Elle est fâchée contre une vie qui s’est pourtant montrée généreuse. Il y a des gens qui fleurissent au milieu de la tourmente mais qui se flétrissent lorsque tout va bien, dépérissent et laissent s’éteindre la flamme qui les rendait uniques.
 
Assise par terre, j’observe la poussière accumulée sous les casiers. Des moutons gris comme le troupeau d’une vallée maudite. Jeudi, j’irai dîner et rire. Les déblais de la vie, on les dissimule où on peut.

On perçoit beaucoup de choses quand on est petit, bien qu’à cet âge-là on soit trop faible pour essayer d’en changer le cours.

J’ai découvert que la douleur, l’impuissance et la tristesse, loin de faiblir avec le temps, perdurent à l’état larvaire, prêtes à ressurgir à la moindre occasion.

La mémoire retient des faits qui à l’époque n’avaient rien d’exceptionnel – enfiler des chaussettes toutes neuves – et qui lorsqu’ils ont lieu ne nous préviennent pas que nous créons un souvenir unique de la mère que nous allons bientôt perdre.

Un fardeau de ressentiment et de rage, de douleur inconsolable, un poids qui creuse dans la terre et s’y enfonce dans ses ultimes profondeurs, y érige des murs droits pointus et sombres, et du haut desquels s’échappent des corbeaux qui en survolent l’entrée pour s’assurer que personne ne pénètre. Il est à toi, rien qu’à toi.
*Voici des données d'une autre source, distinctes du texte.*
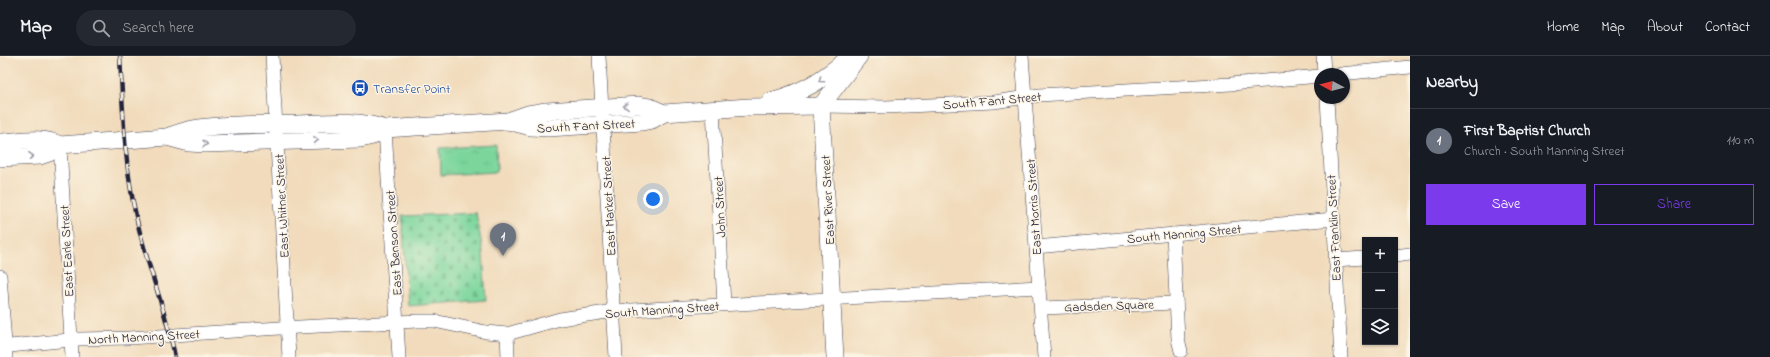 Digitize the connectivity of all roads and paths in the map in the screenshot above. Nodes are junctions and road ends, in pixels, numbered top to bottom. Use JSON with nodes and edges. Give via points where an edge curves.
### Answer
{"nodes":[{"id":1,"x":272,"y":56,"type":"edge"},
{"id":2,"x":599,"y":56,"type":"edge"},
{"id":3,"x":852,"y":56,"type":"edge"},
{"id":4,"x":859,"y":56,"type":"edge"},
{"id":5,"x":1022,"y":56,"type":"edge"},
{"id":6,"x":1323,"y":56,"type":"edge"},
{"id":7,"x":1410,"y":67,"type":"edge"},
{"id":8,"x":1324,"y":68,"type":"edge"},
{"id":9,"x":1350,"y":73,"type":"edge"},
{"id":10,"x":1314,"y":77,"type":"edge"},
{"id":11,"x":1025,"y":98,"type":"junction"},
{"id":12,"x":1327,"y":104,"type":"edge"},
{"id":13,"x":822,"y":106,"type":"junction"},
{"id":14,"x":602,"y":107,"type":"junction"},
{"id":15,"x":749,"y":107,"type":"junction"},
{"id":16,"x":713,"y":110,"type":"junction"},
{"id":17,"x":664,"y":112,"type":"junction"},
{"id":18,"x":508,"y":122,"type":"junction"},
{"id":19,"x":276,"y":124,"type":"junction"},
{"id":20,"x":603,"y":125,"type":"junction"},
{"id":21,"x":386,"y":129,"type":"junction"},
{"id":22,"x":167,"y":137,"type":"junction"},
{"id":23,"x":277,"y":141,"type":"junction"},
{"id":24,"x":0,"y":142,"type":"edge"},
{"id":25,"x":60,"y":145,"type":"junction"},
{"id":26,"x":0,"y":158,"type":"edge"},
{"id":27,"x":1333,"y":220,"type":"junction"},
{"id":28,"x":1173,"y":234,"type":"junction"},
{"id":29,"x":1036,"y":247,"type":"junction"},
{"id":30,"x":1410,"y":254,"type":"edge"},
{"id":31,"x":1398,"y":256,"type":"edge"},
{"id":32,"x":1362,"y":258,"type":"edge"},
{"id":33,"x":1335,"y":260,"type":"junction"},
{"id":34,"x":0,"y":276,"type":"edge"},
{"id":35,"x":1039,"y":287,"type":"junction"},
{"id":36,"x":832,"y":299,"type":"junction"},
{"id":37,"x":1176,"y":302,"type":"junction"},
{"id":38,"x":724,"y":304,"type":"junction"},
{"id":39,"x":1041,"y":308,"type":"junction"},
{"id":40,"x":614,"y":311,"type":"junction"},
{"id":41,"x":397,"y":322,"type":"junction"},
{"id":42,"x":288,"y":327,"type":"junction"},
{"id":43,"x":507,"y":334,"type":"junction"},
{"id":44,"x":71,"y":340,"type":"junction"},
{"id":45,"x":3,"y":350,"type":"edge"},
{"id":46,"x":1181,"y":351,"type":"dead end"},
{"id":47,"x":72,"y":357,"type":"edge"},
{"id":48,"x":289,"y":357,"type":"edge"},
{"id":49,"x":399,"y":357,"type":"edge"},
{"id":50,"x":508,"y":357,"type":"edge"},
{"id":51,"x":616,"y":357,"type":"edge"},
{"id":52,"x":836,"y":357,"type":"edge"},
{"id":53,"x":1044,"y":357,"type":"edge"},
{"id":54,"x":1341,"y":357,"type":"edge"}],
"edges":[{"from":1,"to":19,"type":"street","name":"East Whitner Street"},
{"from":2,"to":14,"type":"street","name":"East Market Street"},
{"from":3,"to":15,"type":"main road","one_way":true,"via":[[819,82],[805,89]]},
{"from":4,"to":13,"type":"main road"},
{"from":5,"to":11,"type":"street","name":"East Morris Street"},
{"from":6,"to":8,"type":"street"},
{"from":7,"to":9,"type":"street"},
{"from":10,"to":11,"type":"street","name":"South Fant Street"},
{"from":11,"to":13,"type":"street","name":"South Fant Street","via":[[886,107]]},
{"from":11,"to":29,"type":"street","name":"East Morris Street"},
{"from":12,"to":27,"type":"street","name":"East Franklin Street"},
{"from":13,"to":15,"type":"main road","name":"South Fant Street"},
{"from":13,"to":36,"type":"main road","name":"East River Street"},
{"from":17,"to":14,"type":"main road","name":"South Fant Street","one_way":true,"via":[[639,105]]},
{"from":14,"to":18,"type":"main road","name":"South Fant Street","via":[[546,111],[528,114]]},
{"from":14,"to":20,"type":"street","name":"East Market Street"},
{"from":15,"to":16,"type":"main road","name":"South Fant Street"},
{"from":16,"to":17,"type":"main road","name":"South Fant Street"},
{"from":16,"to":38,"type":"street","name":"John Street"},
{"from":17,"to":20,"type":"main road","name":"South Fant Street","via":[[652,120]]},
{"from":18,"to":20,"type":"main road","name":"South Fant Street","via":[[548,128]]},
{"from":18,"to":21,"type":"main road","name":"South Fant Street"},
{"from":19,"to":21,"type":"main road","name":"South Fant Street","via":[[358,122]]},
{"from":19,"to":22,"type":"main road","name":"South Fant Street","via":[[200,128]]},
{"from":19,"to":23,"type":"street","name":"East Whitner Street"},
{"from":20,"to":40,"type":"street","name":"East Market Street"},
{"from":23,"to":21,"type":"main road","name":"South Fant Street","one_way":true,"via":[[360,139]]},
{"from":21,"to":41,"type":"street","name":"East Benson Street"},
{"from":22,"to":23,"type":"main road","name":"South Fant Street","one_way":true,"via":[[205,144]]},
{"from":22,"to":25,"type":"main road"},
{"from":23,"to":42,"type":"street","name":"East Whitner Street"},
{"from":24,"to":25,"type":"main road","via":[[38,139]]},
{"from":26,"to":25,"type":"main road","one_way":true,"via":[[40,156]]},
{"from":25,"to":44,"type":"street","name":"East Earle Street"},
{"from":27,"to":28,"type":"street","name":"South Manning Street"},
{"from":27,"to":33,"type":"street","name":"East Franklin Street"},
{"from":28,"to":29,"type":"street","name":"South Manning Street"},
{"from":28,"to":37,"type":"street"},
{"from":29,"to":35,"type":"street","name":"East Morris Street"},
{"from":30,"to":31,"type":"street"},
{"from":32,"to":33,"type":"street"},
{"from":33,"to":54,"type":"street","name":"East Franklin Street"},
{"from":34,"to":45,"type":"street"},
{"from":35,"to":36,"type":"street","name":"South Manning Street"},
{"from":35,"to":39,"type":"street","name":"East Morris Street"},
{"from":36,"to":38,"type":"street","name":"South Manning Street"},
{"from":36,"to":52,"type":"main road","name":"East River Street"},
{"from":37,"to":39,"type":"street","name":"Gadsden Square"},
{"from":37,"to":46,"type":"street"},
{"from":38,"to":40,"type":"street","name":"South Manning Street"},
{"from":39,"to":53,"type":"street","name":"East Morris Street"},
{"from":40,"to":43,"type":"street","name":"South Manning Street","via":[[560,320]]},
{"from":40,"to":51,"type":"street","name":"East Market Street"},
{"from":41,"to":42,"type":"street","name":"South Manning Street"},
{"from":41,"to":43,"type":"street","name":"South Manning Street","via":[[434,321]]},
{"from":41,"to":49,"type":"street","name":"East Benson Street"},
{"from":42,"to":44,"type":"street","name":"North Manning Street"},
{"from":42,"to":48,"type":"street","name":"East Whitner Street"},
{"from":43,"to":50,"type":"street"},
{"from":44,"to":45,"type":"street","name":"North Manning Street"},
{"from":44,"to":47,"type":"street","name":"East Earle Street"}]} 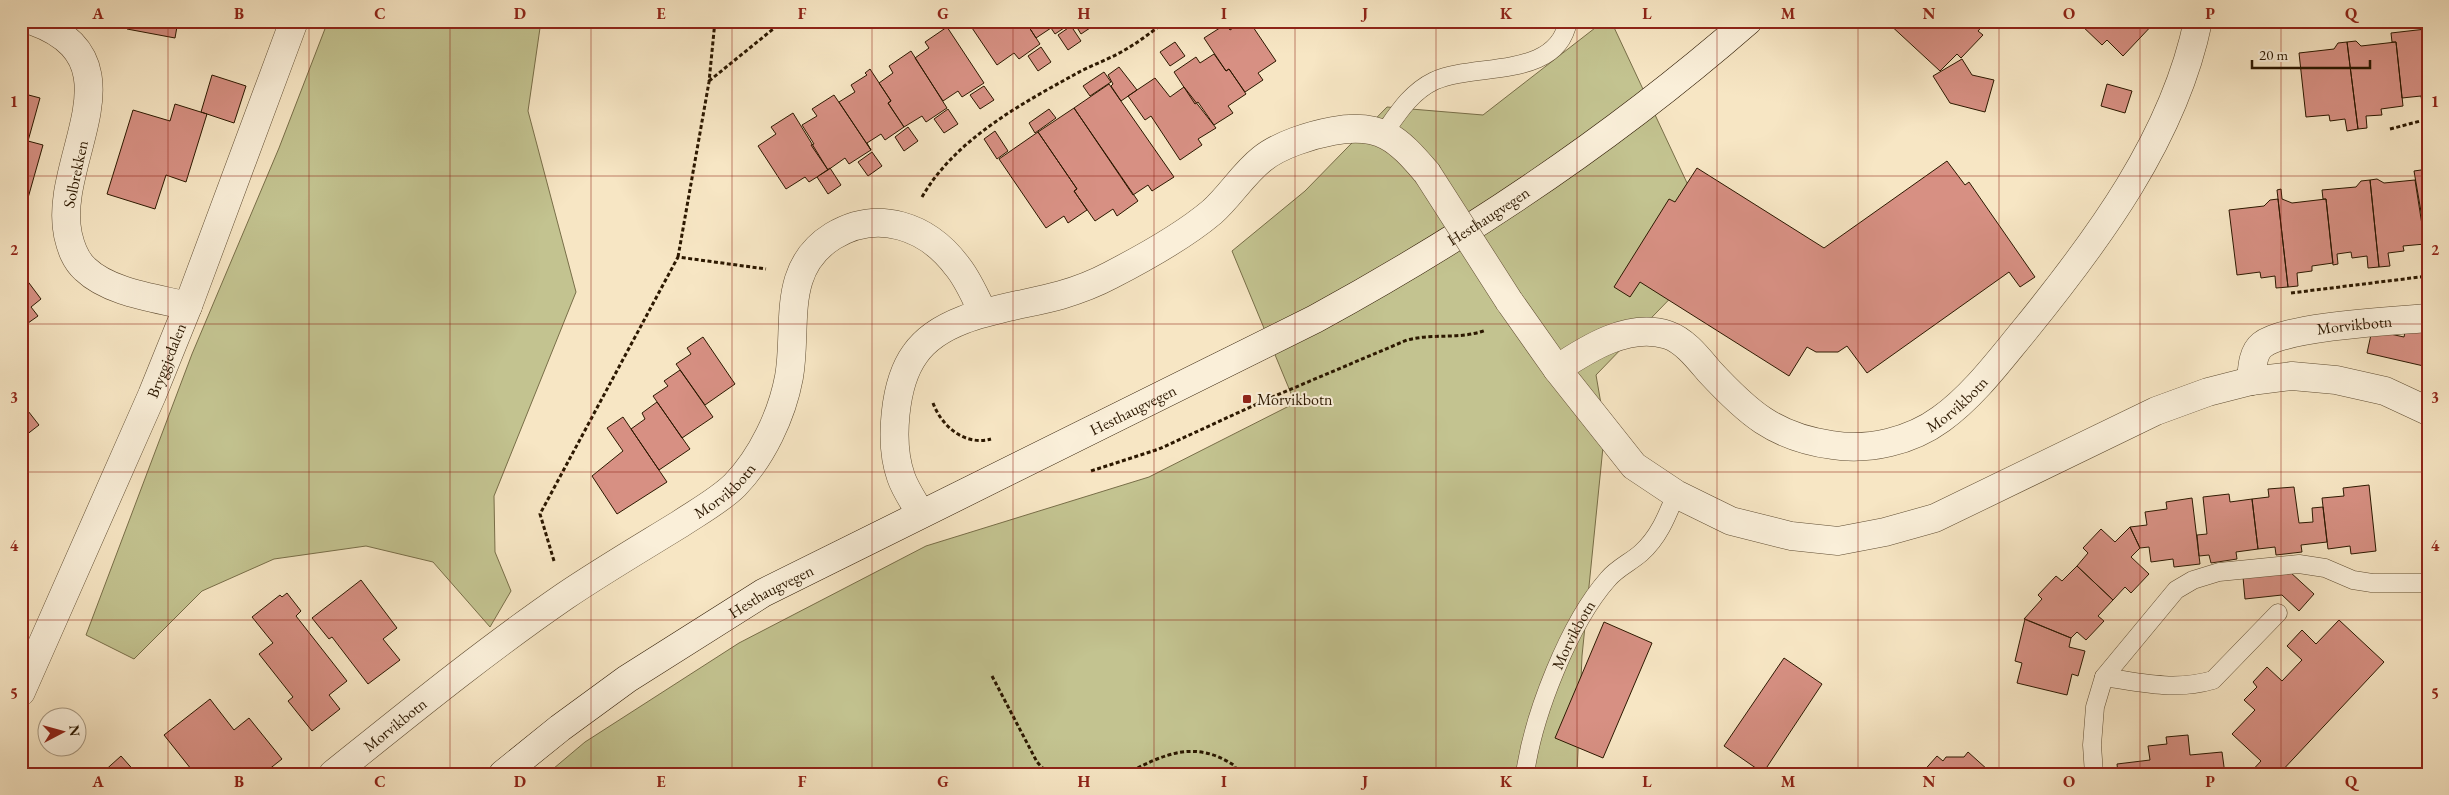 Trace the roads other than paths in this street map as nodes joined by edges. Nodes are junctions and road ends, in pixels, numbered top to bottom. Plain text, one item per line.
1 (33, 21) edge
2 (294, 21) edge
3 (1568, 21) edge
4 (1748, 21) edge
5 (2198, 21) edge
6 (1384, 132) junction
7 (188, 306) junction
8 (983, 312) junction
9 (2428, 318) edge
10 (1557, 369) junction
11 (2250, 381) junction
12 (2428, 411) edge
13 (1676, 494) junction
14 (921, 514) junction
15 (2428, 583) edge
16 (2278, 613) dead end
17 (2104, 677) junction
18 (21, 692) edge
19 (334, 774) edge
20 (503, 774) edge
21 (1525, 774) edge
22 (2094, 774) edge

1 - 7 street, Solbrekken
2 - 7 street, Bryggjedalen
3 - 6 lane
4 - 14 street, Hesthaugvegen
5 - 10 street, Morvikbotn
6 - 8 street
6 - 10 street, bridge
7 - 18 street, Bryggjedalen
8 - 14 street
8 - 19 street, Morvikbotn
9 - 11 street, Morvikbotn
10 - 13 street
11 - 12 street
11 - 13 street
13 - 21 lane, Morvikbotn
14 - 20 street, Hesthaugvegen
15 - 17 lane
16 - 17 lane
17 - 22 lane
Tiens. Lamente-toi. Déchire-toi le coeur si tu veux, il n’y aura personne pour te comprendre, car il n’y a rien à comprendre. Attrape-le. Il est à toi, rien qu’à toi, jamais tu ne sentiras à ce point le poids de la propriété. Il est incessible. Ne t’avise pas de le partager, il serait tourné en dérision. C’est le vide, l’absence, la nostalgie comme un gouffre. Et même si nous tous qui sommes de ce côté avons un coeur, tu n’en trouveras pas deux semblables. Chaque témoin endure le sien et survit à sa propre version. Un nouvel endroit. Bienvenue. De l’autre côté, on ne le nomme pas vide, pas plus qu’on aperçoit les corbeaux. De l’autre côté, on cherche des phrases toutes faites comme celles que j’ai utilisées pour détendre les traits de parents désespérés. Je leur disais qu’avec le temps ils s’en remettraient, qu’il fallait se montrer forts et ne regarder que l’avenir. Qu’est-ce que j’en savais du vide ? Rien. Je ne pouvais pas savoir que des corbeaux en garderaient l’entrée, devant chaque mère, chaque père, chaque coeur brisé.

Les grands changements ont ceci de particulier qu’on les perçoit dans les petites choses.
 
Les souvenirs sont malléables et très faciles à retoucher. Il suffit d’en découper la silhouette et d’y apposer un nouveau fond, de succomber aux vices de notre époque et de les augmenter, de jouer avec des filtres qui les rendront plus beaux, de se composer un passé sur mesure pour affronter un présent en chair et en os, dans lequel il ne sera pas nécessaire d’être à ce point intransigeant. Car personne ne viendra fourrer son nez dans notre solitude pour nous dire que cette ombre-là n’existait pas et que ce coin-là est plus lumineux.

Je ferme les yeux aussi fort qu’il m’est humainement possible de le faire, jusqu’à les entendre gémir au-dedans et froisser mes paupières comme deux parchemins.